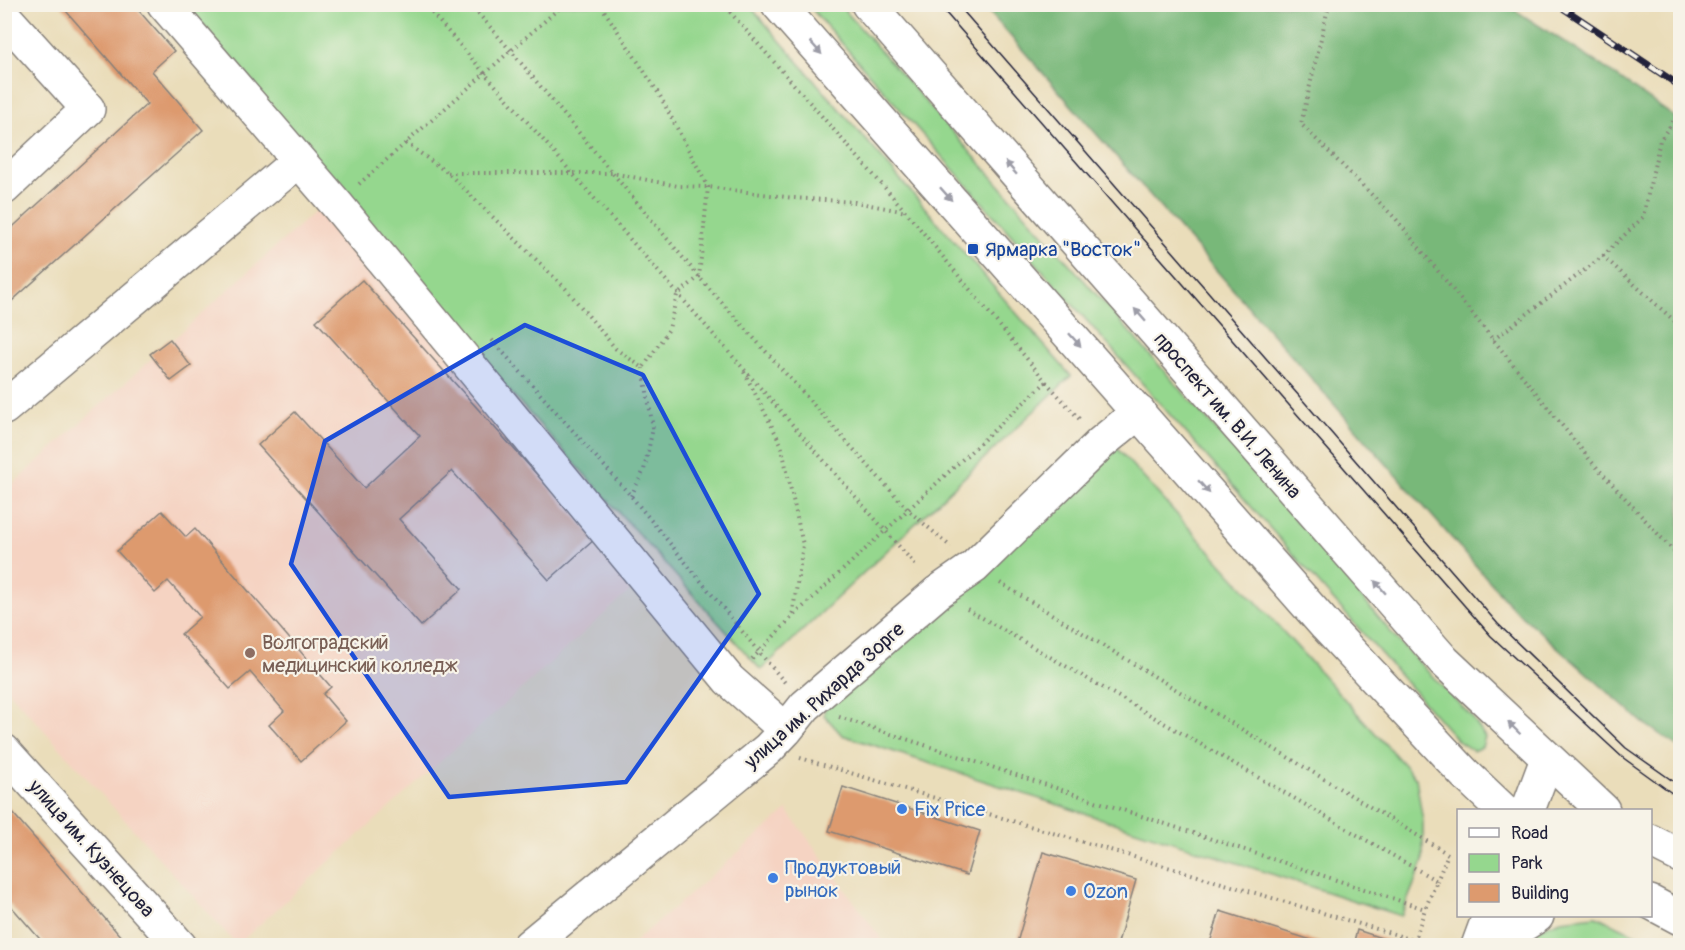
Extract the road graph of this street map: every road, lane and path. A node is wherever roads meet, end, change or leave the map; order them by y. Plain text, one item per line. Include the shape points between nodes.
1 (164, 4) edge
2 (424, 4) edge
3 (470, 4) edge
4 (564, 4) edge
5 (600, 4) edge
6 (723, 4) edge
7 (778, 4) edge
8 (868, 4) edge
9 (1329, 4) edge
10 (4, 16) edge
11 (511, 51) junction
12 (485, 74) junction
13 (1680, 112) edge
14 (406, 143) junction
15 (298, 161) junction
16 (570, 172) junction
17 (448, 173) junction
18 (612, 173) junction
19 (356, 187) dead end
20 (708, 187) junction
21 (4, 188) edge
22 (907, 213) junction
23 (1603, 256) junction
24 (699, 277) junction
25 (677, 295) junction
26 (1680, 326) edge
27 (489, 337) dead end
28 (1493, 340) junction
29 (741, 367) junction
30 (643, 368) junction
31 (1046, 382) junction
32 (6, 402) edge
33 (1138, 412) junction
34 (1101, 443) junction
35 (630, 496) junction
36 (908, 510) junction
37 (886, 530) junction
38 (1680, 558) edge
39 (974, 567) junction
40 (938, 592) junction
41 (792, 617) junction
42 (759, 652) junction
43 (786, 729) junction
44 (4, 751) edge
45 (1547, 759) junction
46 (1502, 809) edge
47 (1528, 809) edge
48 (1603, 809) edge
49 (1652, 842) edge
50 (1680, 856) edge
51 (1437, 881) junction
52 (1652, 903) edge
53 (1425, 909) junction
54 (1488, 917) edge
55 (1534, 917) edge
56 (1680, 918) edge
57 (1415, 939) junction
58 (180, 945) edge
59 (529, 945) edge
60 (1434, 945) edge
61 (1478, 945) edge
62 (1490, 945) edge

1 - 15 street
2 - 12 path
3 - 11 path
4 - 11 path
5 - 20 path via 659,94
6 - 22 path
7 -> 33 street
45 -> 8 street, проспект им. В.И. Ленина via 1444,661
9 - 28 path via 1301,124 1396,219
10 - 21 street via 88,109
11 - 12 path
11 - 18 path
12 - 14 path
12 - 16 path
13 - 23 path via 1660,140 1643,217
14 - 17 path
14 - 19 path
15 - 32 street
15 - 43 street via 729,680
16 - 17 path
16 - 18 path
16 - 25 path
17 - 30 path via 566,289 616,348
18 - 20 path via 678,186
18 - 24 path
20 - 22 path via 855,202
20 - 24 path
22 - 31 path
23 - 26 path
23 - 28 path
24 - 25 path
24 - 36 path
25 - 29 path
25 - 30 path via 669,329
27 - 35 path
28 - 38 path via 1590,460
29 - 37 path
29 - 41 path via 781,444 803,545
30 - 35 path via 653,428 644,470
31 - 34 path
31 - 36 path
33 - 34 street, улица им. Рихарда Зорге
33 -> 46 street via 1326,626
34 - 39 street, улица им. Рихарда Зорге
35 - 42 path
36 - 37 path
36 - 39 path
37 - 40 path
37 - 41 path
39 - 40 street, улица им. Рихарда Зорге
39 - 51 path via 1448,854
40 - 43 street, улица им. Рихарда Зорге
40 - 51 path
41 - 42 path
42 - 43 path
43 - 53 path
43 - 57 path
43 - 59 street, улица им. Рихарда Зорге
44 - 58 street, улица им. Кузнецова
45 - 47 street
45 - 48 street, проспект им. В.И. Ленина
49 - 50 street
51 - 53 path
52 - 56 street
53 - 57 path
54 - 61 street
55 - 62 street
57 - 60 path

--

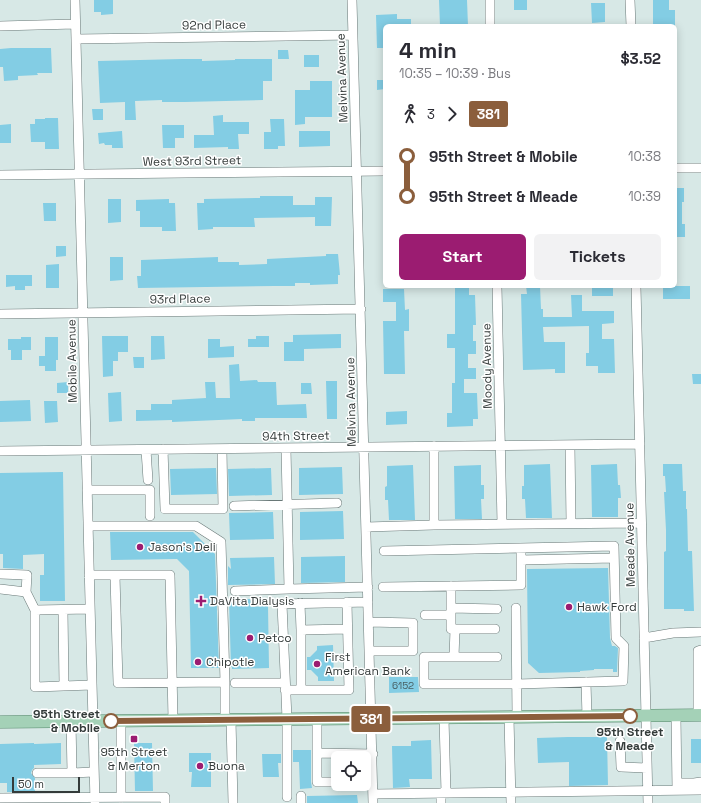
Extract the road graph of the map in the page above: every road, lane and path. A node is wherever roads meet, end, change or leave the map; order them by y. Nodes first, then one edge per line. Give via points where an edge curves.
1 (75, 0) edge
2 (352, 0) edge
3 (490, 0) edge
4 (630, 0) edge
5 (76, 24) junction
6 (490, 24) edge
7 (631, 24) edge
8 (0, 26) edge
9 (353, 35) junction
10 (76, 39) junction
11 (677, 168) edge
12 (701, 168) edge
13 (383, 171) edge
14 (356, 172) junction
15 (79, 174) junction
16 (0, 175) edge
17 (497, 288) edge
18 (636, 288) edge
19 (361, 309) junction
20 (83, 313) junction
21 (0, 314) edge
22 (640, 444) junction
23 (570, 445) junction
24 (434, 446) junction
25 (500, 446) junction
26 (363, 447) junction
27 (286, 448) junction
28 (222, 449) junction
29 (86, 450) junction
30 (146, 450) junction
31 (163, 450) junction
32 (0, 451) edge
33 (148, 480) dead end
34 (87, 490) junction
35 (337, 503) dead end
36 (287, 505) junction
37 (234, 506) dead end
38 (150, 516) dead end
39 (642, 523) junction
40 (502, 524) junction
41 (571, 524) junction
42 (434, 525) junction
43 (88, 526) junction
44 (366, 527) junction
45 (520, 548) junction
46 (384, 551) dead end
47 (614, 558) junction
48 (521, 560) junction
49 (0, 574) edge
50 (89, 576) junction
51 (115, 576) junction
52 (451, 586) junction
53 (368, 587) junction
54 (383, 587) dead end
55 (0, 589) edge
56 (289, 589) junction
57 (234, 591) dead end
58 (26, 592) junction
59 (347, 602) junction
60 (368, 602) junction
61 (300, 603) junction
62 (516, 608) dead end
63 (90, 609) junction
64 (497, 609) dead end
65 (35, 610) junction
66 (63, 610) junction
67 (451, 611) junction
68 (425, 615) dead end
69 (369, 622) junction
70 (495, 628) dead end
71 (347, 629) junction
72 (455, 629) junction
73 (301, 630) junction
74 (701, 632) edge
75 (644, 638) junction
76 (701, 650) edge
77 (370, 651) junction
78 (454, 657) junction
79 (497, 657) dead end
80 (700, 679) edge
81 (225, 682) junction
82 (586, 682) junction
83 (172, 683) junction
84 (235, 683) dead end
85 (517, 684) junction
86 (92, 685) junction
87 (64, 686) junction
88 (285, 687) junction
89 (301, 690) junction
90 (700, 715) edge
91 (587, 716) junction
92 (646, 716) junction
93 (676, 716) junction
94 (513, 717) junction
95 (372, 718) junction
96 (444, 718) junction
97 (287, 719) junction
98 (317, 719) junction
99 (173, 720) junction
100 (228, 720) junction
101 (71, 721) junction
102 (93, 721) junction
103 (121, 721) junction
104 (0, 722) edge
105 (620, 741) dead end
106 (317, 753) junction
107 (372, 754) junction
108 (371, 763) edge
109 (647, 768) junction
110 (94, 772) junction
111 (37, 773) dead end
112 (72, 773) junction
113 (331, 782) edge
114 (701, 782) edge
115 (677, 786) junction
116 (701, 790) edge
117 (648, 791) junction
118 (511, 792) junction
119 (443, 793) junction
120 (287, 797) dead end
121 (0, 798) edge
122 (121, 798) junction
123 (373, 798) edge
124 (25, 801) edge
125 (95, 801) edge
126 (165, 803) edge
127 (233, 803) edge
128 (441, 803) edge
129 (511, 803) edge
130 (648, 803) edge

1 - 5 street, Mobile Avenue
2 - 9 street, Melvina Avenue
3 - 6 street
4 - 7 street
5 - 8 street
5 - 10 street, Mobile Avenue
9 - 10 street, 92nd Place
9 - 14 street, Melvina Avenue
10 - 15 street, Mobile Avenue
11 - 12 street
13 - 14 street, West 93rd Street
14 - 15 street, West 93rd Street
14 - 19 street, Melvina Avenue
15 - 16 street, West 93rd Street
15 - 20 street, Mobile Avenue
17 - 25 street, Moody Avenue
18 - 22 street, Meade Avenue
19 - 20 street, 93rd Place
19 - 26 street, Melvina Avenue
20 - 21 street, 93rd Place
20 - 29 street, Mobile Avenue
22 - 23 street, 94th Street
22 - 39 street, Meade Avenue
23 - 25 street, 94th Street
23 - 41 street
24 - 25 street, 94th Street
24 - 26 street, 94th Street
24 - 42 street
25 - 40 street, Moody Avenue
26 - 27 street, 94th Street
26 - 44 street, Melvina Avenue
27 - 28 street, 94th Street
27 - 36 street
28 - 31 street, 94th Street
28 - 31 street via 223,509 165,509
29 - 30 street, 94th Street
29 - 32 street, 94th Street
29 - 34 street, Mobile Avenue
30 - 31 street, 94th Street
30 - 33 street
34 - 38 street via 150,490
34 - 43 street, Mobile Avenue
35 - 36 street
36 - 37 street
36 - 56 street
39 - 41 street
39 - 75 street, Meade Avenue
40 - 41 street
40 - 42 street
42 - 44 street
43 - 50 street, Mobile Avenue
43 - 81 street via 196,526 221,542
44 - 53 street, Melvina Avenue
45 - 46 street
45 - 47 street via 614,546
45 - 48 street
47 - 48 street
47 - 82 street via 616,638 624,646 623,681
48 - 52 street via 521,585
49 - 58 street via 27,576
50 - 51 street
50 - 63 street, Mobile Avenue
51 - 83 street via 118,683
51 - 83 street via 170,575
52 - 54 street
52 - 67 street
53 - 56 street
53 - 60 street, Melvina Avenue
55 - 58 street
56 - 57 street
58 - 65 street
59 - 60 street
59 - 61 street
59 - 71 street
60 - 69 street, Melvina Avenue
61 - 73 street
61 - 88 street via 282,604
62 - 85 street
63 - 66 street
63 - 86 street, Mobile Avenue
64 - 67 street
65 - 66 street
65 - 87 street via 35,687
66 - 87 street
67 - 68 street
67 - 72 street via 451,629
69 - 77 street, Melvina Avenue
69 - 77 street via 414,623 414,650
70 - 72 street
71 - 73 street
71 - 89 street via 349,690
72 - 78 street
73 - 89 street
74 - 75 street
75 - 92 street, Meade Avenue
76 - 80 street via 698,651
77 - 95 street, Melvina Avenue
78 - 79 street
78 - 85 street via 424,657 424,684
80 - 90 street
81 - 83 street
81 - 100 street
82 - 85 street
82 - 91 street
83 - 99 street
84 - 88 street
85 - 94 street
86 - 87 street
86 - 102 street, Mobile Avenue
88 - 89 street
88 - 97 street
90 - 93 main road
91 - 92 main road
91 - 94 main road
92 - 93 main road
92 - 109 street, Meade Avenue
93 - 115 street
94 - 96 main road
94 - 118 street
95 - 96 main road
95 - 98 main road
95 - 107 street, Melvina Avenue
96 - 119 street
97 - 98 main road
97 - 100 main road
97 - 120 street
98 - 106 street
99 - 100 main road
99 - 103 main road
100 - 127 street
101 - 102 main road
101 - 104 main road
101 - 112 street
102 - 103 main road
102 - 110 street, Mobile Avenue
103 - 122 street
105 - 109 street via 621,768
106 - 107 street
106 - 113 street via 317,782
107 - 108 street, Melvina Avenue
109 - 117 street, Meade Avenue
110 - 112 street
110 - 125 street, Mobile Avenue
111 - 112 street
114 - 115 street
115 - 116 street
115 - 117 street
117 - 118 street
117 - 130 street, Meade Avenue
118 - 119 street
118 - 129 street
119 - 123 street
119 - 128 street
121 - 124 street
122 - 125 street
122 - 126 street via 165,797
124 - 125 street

▶ _Exercise directions_: Copy here each line of the preceding records with "Place" in it.

▶ _Your response_:
9 - 10 street, 92nd Place
19 - 20 street, 93rd Place
20 - 21 street, 93rd Place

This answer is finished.